# INPUT RECORDS
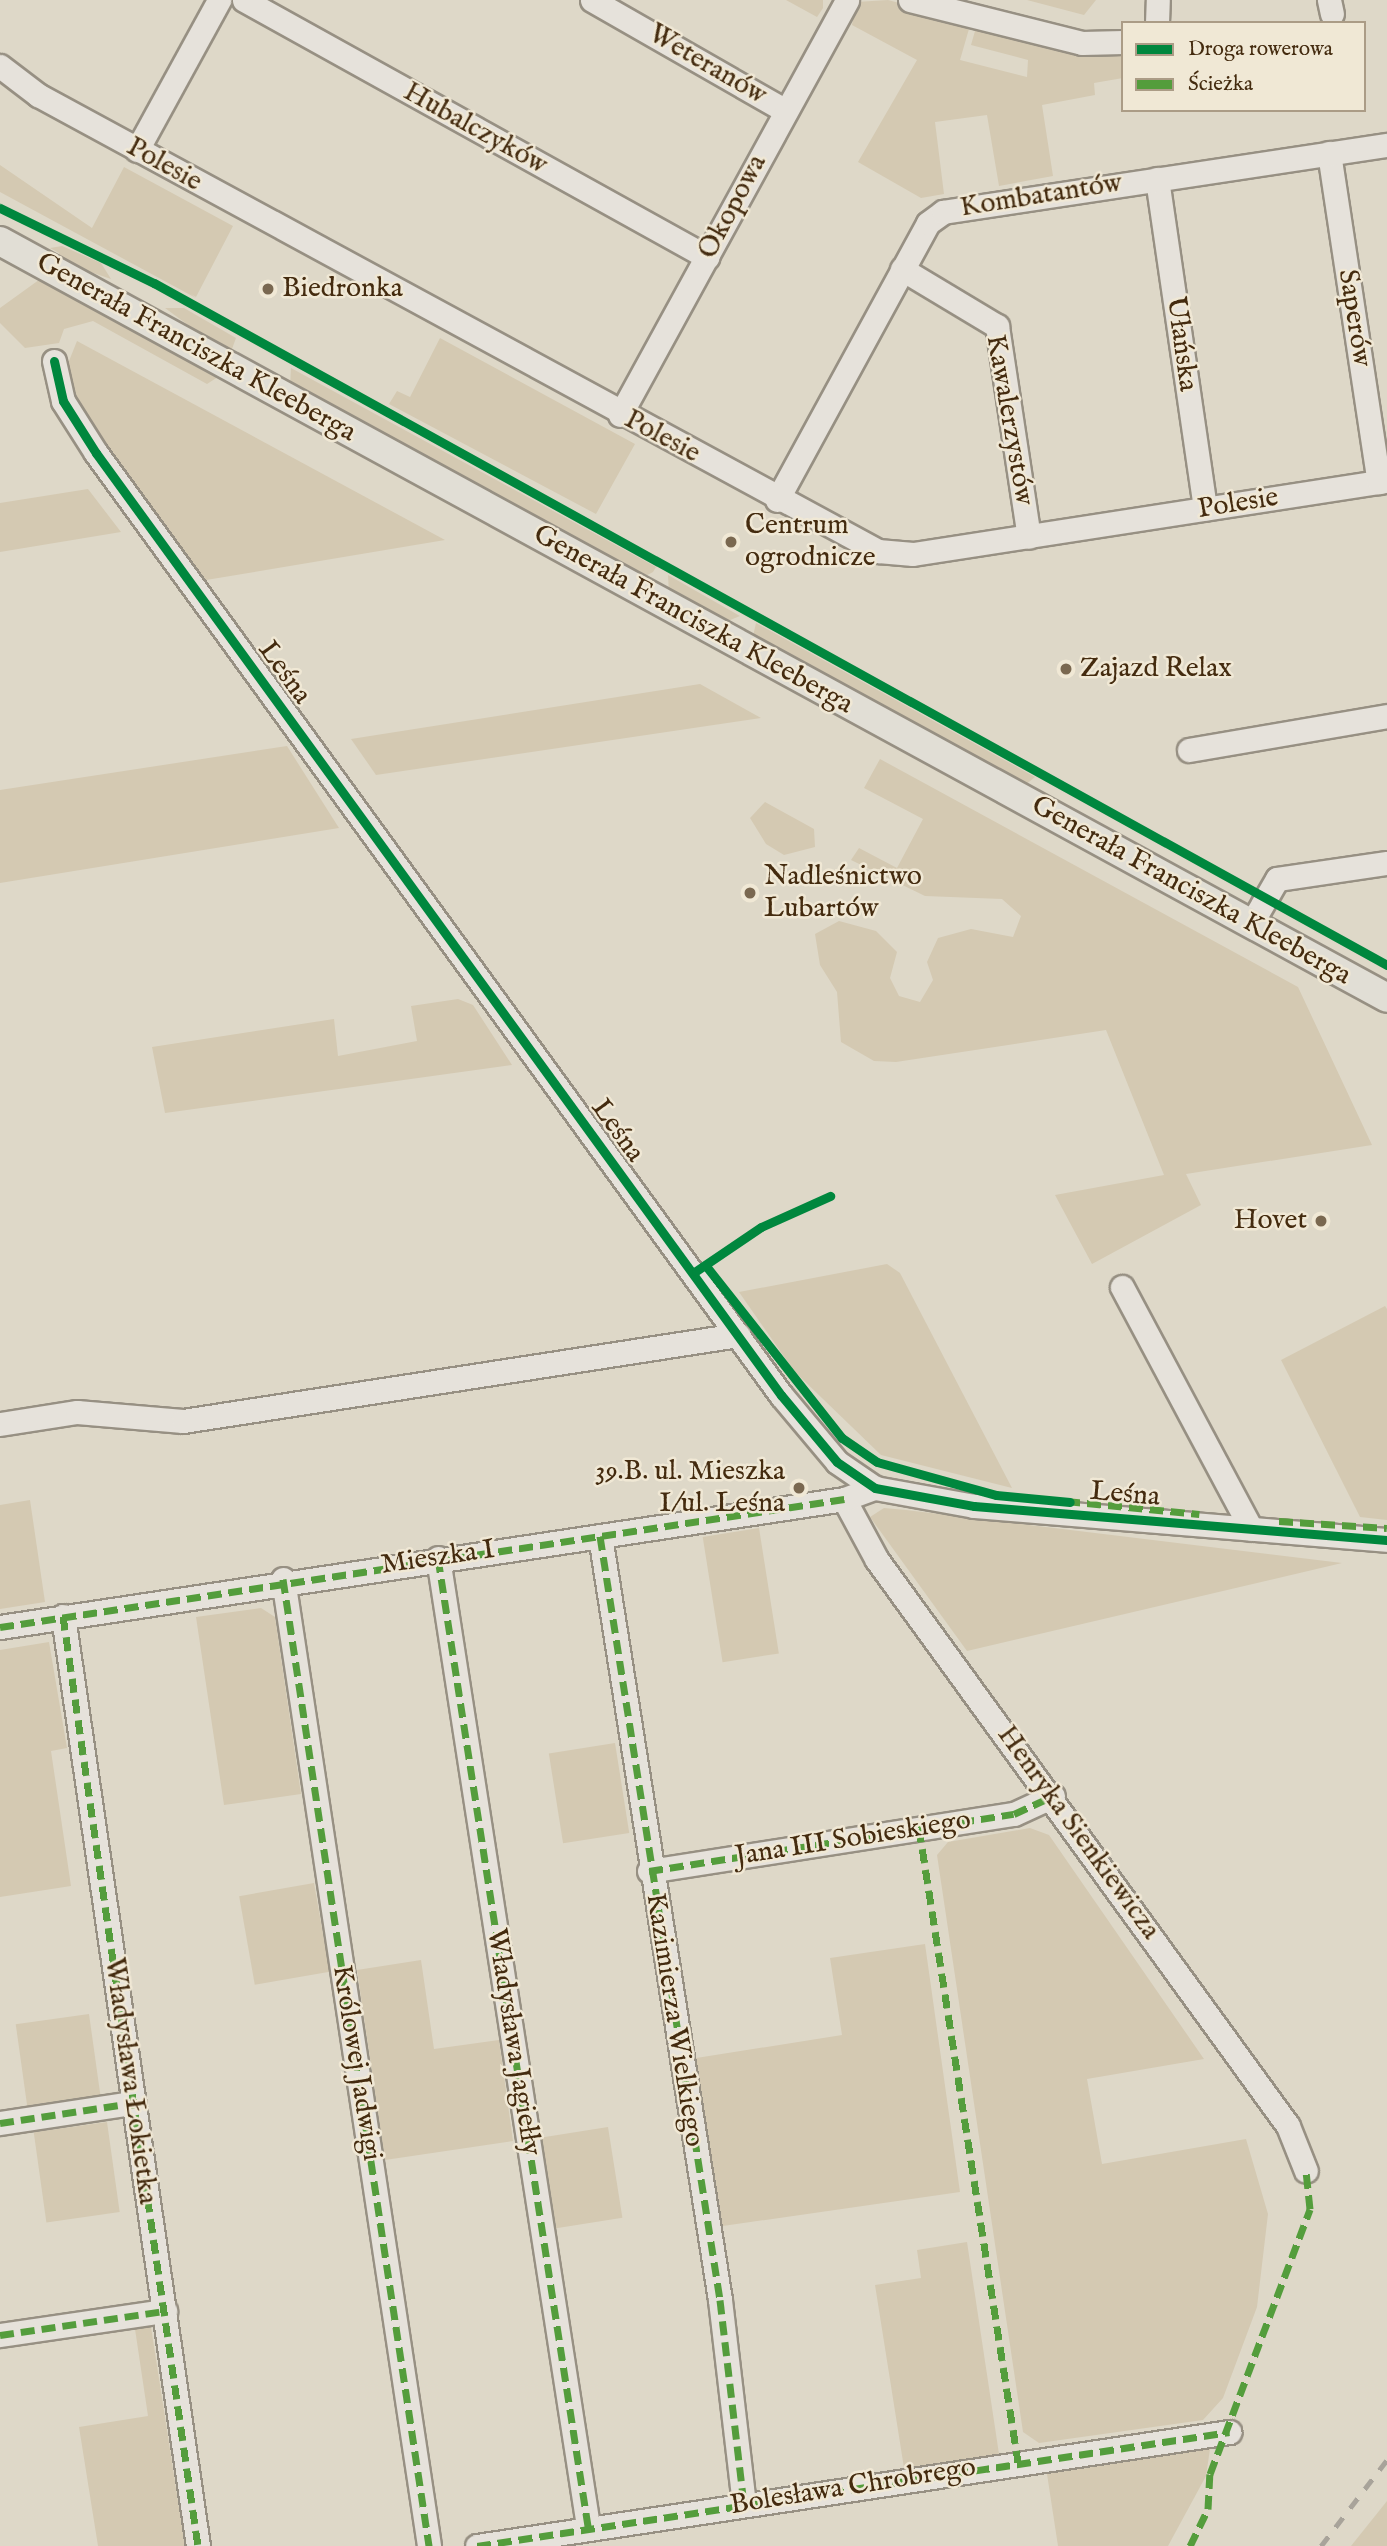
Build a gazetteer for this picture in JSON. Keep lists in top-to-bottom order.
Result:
--
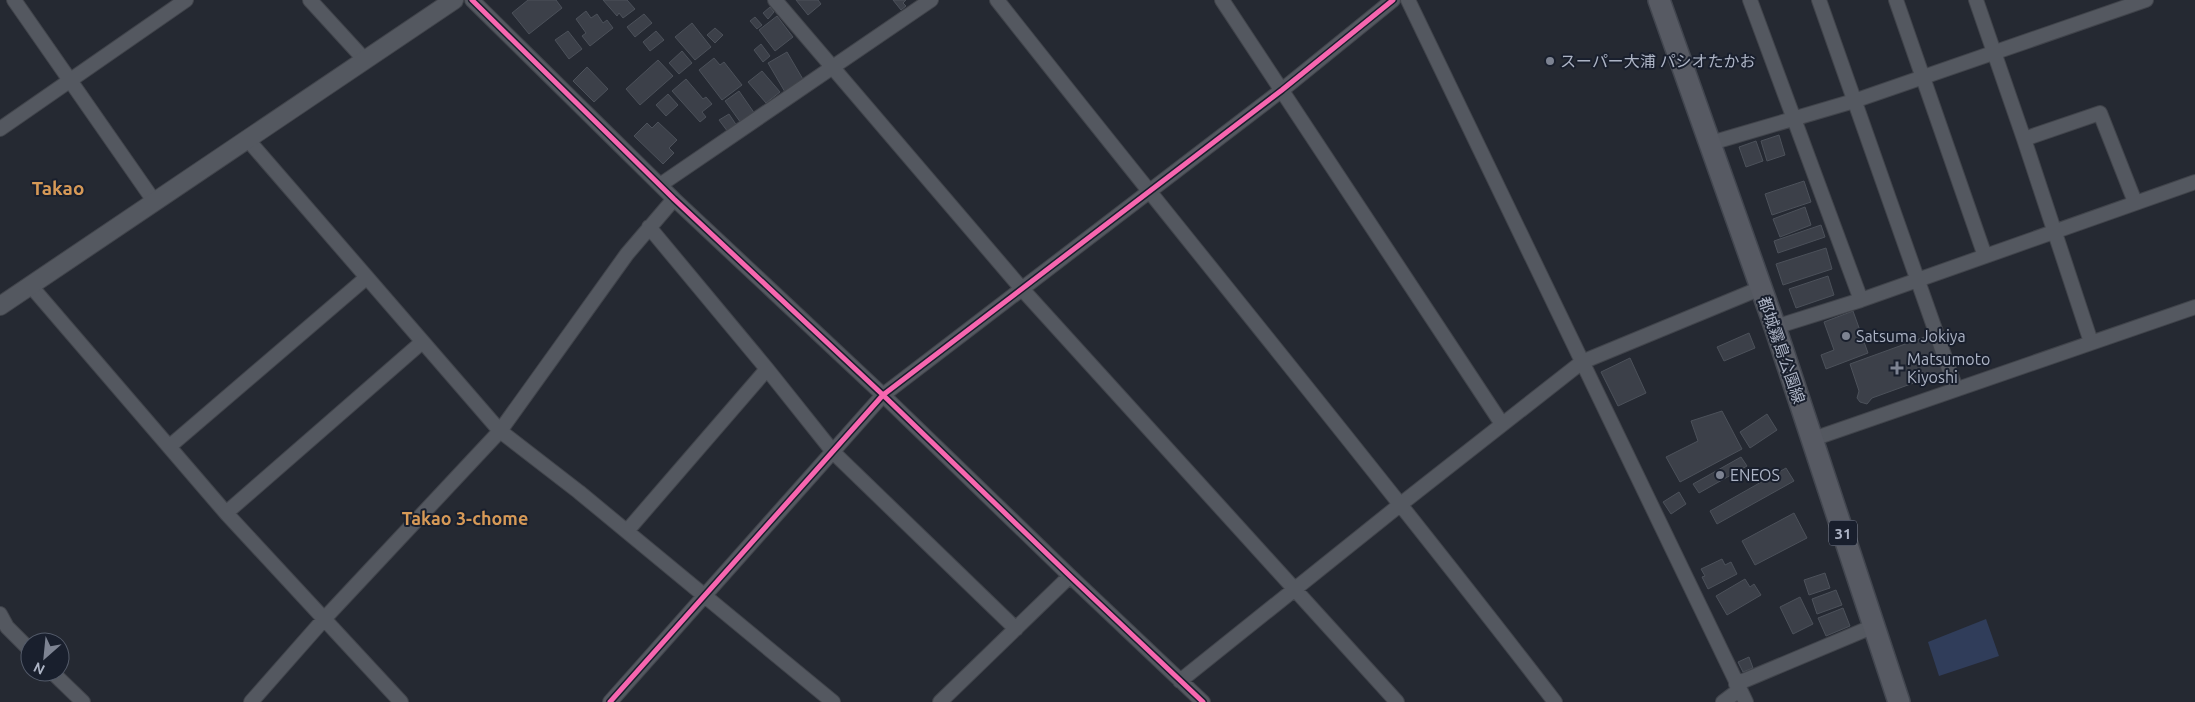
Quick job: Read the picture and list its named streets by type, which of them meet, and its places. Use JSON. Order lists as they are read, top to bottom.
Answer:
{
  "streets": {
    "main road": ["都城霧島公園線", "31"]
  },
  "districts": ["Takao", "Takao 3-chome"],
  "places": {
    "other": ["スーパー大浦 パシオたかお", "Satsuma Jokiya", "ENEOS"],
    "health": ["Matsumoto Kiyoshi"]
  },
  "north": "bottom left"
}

# YOUR ASSIGNMENT
Among the entries above, determine how many lines contain "JSON", then output only that number.

# ANSWER TO THE EXERCISE
2